Para Lenin, o foco principal do partido era fazer uma revolução e trazer um sistema comunista. Uma vez que a base social e econômica da ignorância religiosa e do obscurantismo tivesse sido destruída e o comunismo estabelecido, a religião – pelo poder do materialismo dialético – murcharia e morreria.



Anti-religião no início da União Soviética

Pelo menos esse era o plano. Os bolcheviques deveriam ser faróis de iluminação secular para as massas e, por meio de seu exemplo, sua liderança e seus esforços na educação dos trabalhadores, ajudariam a concretizar o ideal comunista ateu que inevitavelmente viria quando a religião se extinguisse.

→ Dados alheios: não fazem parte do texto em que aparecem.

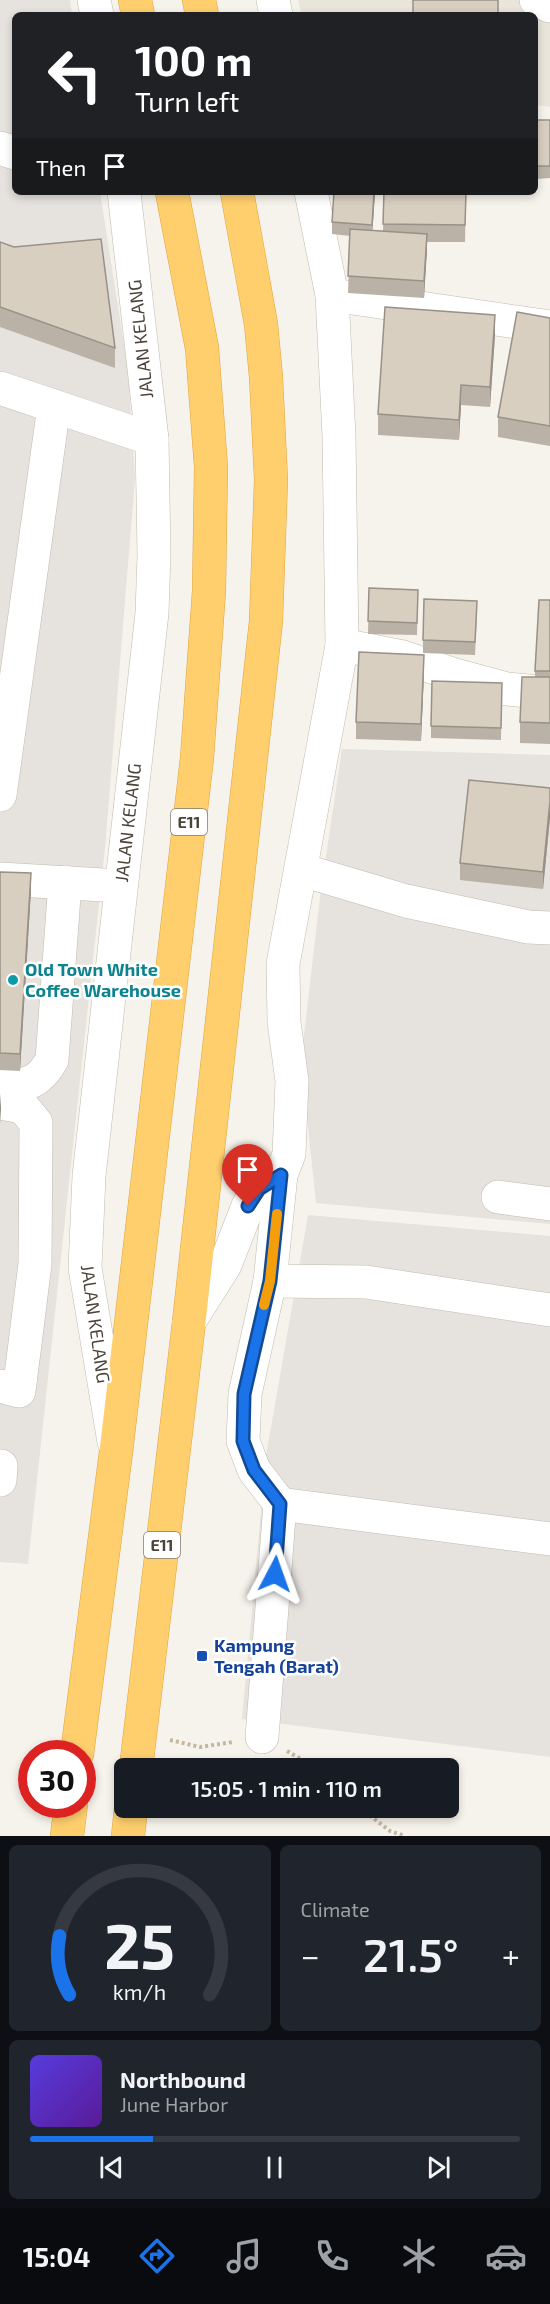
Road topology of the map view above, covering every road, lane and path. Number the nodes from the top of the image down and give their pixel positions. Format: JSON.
{"nodes":[{"id":1,"x":536,"y":0,"type":"edge"},
{"id":2,"x":550,"y":6,"type":"edge"},
{"id":3,"x":124,"y":195,"type":"edge"},
{"id":4,"x":173,"y":195,"type":"edge"},
{"id":5,"x":238,"y":195,"type":"edge"},
{"id":6,"x":312,"y":195,"type":"edge"},
{"id":7,"x":332,"y":295,"type":"junction"},
{"id":8,"x":550,"y":327,"type":"edge"},
{"id":9,"x":0,"y":388,"type":"edge"},
{"id":10,"x":54,"y":406,"type":"junction"},
{"id":11,"x":152,"y":439,"type":"junction"},
{"id":12,"x":342,"y":645,"type":"junction"},
{"id":13,"x":550,"y":693,"type":"edge"},
{"id":14,"x":0,"y":795,"type":"edge"},
{"id":15,"x":302,"y":870,"type":"junction"},
{"id":16,"x":0,"y":879,"type":"edge"},
{"id":17,"x":65,"y":882,"type":"junction"},
{"id":18,"x":122,"y":886,"type":"junction"},
{"id":19,"x":550,"y":928,"type":"edge"},
{"id":20,"x":0,"y":1084,"type":"edge"},
{"id":21,"x":0,"y":1103,"type":"edge"},
{"id":22,"x":281,"y":1175,"type":"junction"},
{"id":23,"x":498,"y":1197,"type":"dead end"},
{"id":24,"x":550,"y":1204,"type":"edge"},
{"id":25,"x":35,"y":1264,"type":"junction"},
{"id":26,"x":85,"y":1268,"type":"junction"},
{"id":27,"x":270,"y":1281,"type":"junction"},
{"id":28,"x":550,"y":1310,"type":"edge"},
{"id":29,"x":189,"y":1322,"type":"junction"},
{"id":30,"x":0,"y":1386,"type":"edge"},
{"id":31,"x":116,"y":1452,"type":"junction"},
{"id":32,"x":280,"y":1504,"type":"junction"},
{"id":33,"x":550,"y":1539,"type":"edge"},
{"id":34,"x":140,"y":1733,"type":"junction"},
{"id":35,"x":262,"y":1737,"type":"joint"},
{"id":36,"x":79,"y":1740,"type":"edge"},
{"id":37,"x":137,"y":1758,"type":"edge"},
{"id":38,"x":130,"y":1818,"type":"edge"},
{"id":39,"x":373,"y":1818,"type":"edge"},
{"id":40,"x":128,"y":1836,"type":"edge"},
{"id":41,"x":405,"y":1836,"type":"edge"}],
"edges":[{"from":1,"to":2,"type":"street"},
{"from":3,"to":11,"type":"street","name":"JALAN KELANG"},
{"from":4,"to":31,"type":"highway","number":"E11"},
{"from":5,"to":29,"type":"highway","number":"E11"},
{"from":6,"to":7,"type":"street"},
{"from":7,"to":8,"type":"street"},
{"from":7,"to":12,"type":"street"},
{"from":9,"to":10,"type":"street"},
{"from":10,"to":11,"type":"street"},
{"from":10,"to":14,"type":"street"},
{"from":11,"to":18,"type":"street","name":"JALAN KELANG"},
{"from":12,"to":13,"type":"street"},
{"from":12,"to":15,"type":"street"},
{"from":15,"to":19,"type":"street"},
{"from":15,"to":22,"type":"street"},
{"from":16,"to":17,"type":"street"},
{"from":17,"to":18,"type":"street"},
{"from":17,"to":20,"type":"street"},
{"from":18,"to":26,"type":"street","name":"JALAN KELANG"},
{"from":21,"to":25,"type":"street"},
{"from":22,"to":27,"type":"street"},
{"from":22,"to":29,"type":"street"},
{"from":23,"to":24,"type":"street"},
{"from":25,"to":26,"type":"street"},
{"from":25,"to":30,"type":"street"},
{"from":26,"to":31,"type":"street","name":"JALAN KELANG"},
{"from":27,"to":28,"type":"street"},
{"from":27,"to":32,"type":"street"},
{"from":29,"to":34,"type":"highway","number":"E11"},
{"from":31,"to":36,"type":"highway","number":"E11"},
{"from":32,"to":33,"type":"street"},
{"from":32,"to":35,"type":"street"},
{"from":34,"to":35,"type":"path"},
{"from":34,"to":37,"type":"highway","number":"E11"},
{"from":38,"to":40,"type":"highway"},
{"from":39,"to":41,"type":"path"}]}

Essa morte inexorável da religião deveria receber uma ajuda do novo estado soviético, é claro, já que a Igreja Ortodoxa precisava ser destituída de seu poder político. Assim, parte da separação entre igreja e estado no início da União Soviética incluiu decretos sobre a nacionalização de todas as igrejas e terras monásticas (26 de outubro de 1917), a criação de instituições seculares para o casamento e o registro de nascimento dos filhos (18 de dezembro de 1917) e a retirada de organizações religiosas de quaisquer entidades judiciais e educacionais (23 de janeiro de 1918). Da mesma forma, os rituais e cerimônias religiosas foram proibidos de qualquer atividade governamental ou social e os rituais privados só foram permitidos sob a condição de que “não perturbem a ordem social e não infrinjam os direitos dos cidadãos”.

A Guerra Civil de 1918-20 viu esse ataque ao poder político da Igreja Ortodoxa dominante acelerar, pois a Igreja era vista como um inimigo ativo do estado soviético. A fome causada pelas políticas bolcheviques foi usada contra a Igreja, com o estado exigindo que as terras da Igreja fossem vendidas para aliviar a fome e apoiar o esforço de guerra. Os bens da Igreja, incluindo valiosos objetos sagrados, foram apreendidos à força, provocando acirrada resistência popular dos fiéis, que consideravam isso um sacrilégio. Isso marcou o fim da tolerância externa de Lenin e, em 19 de março de 1922, ele escreveu ao Politburo bolchevique declarando “uma batalha implacável contra o clero das centenas de negros” e os intelectuais pró-religiosos que eram os “lacaios supereducados do clericalismo”.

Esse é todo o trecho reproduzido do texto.